▸ **Instructions to follow**:
In the material below, find the line containing "Left hand at" and the line containing "pinky tip: (405, 350)", then reproduce exactly both of them and every line between, and nothing else.

▸ **Materials provided**:

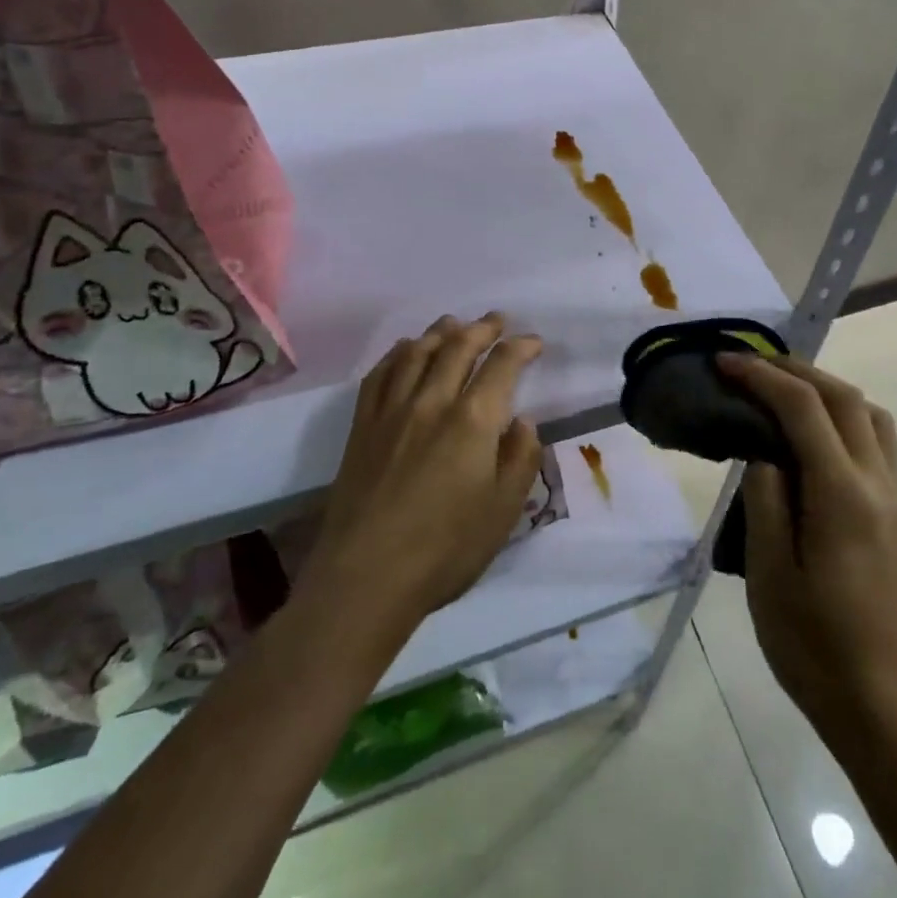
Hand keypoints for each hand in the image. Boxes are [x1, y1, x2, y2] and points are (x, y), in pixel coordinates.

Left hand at [302, 313, 544, 635]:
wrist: (365, 577)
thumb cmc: (445, 549)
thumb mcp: (504, 510)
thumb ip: (520, 458)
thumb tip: (523, 422)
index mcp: (473, 420)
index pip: (502, 365)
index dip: (521, 347)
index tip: (533, 342)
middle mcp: (432, 401)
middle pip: (458, 347)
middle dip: (482, 329)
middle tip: (497, 320)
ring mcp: (392, 411)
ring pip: (417, 352)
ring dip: (440, 332)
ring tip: (454, 323)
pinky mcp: (362, 426)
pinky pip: (380, 374)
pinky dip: (397, 353)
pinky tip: (405, 350)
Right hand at [717, 353, 896, 748]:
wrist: (893, 709)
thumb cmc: (819, 649)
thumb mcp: (770, 576)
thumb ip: (765, 502)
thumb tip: (764, 455)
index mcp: (841, 493)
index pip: (802, 407)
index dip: (761, 376)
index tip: (723, 363)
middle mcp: (876, 482)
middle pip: (843, 397)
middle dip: (795, 369)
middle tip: (749, 367)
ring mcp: (894, 498)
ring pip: (869, 414)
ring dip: (826, 389)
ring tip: (781, 393)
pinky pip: (875, 440)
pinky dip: (842, 416)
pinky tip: (811, 438)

▸ **Result**:
Left hand at [302, 313, 544, 635]:
wrist: (365, 577)
thumb cmc: (445, 549)
thumb mcp: (504, 510)
thumb ip: (520, 458)
thumb tip: (523, 422)
index mcp: (473, 420)
index pip: (502, 365)
index dip: (521, 347)
index tip: (533, 342)
middle mcp: (432, 401)
middle pip: (458, 347)
middle dip: (482, 329)
middle tip: (497, 320)
ring mcp: (392, 411)
ring pip: (417, 352)
ring dip: (440, 332)
ring tip: (454, 323)
pinky mcp: (362, 426)
pinky pip: (380, 374)
pinky dip: (397, 353)
pinky tip: (405, 350)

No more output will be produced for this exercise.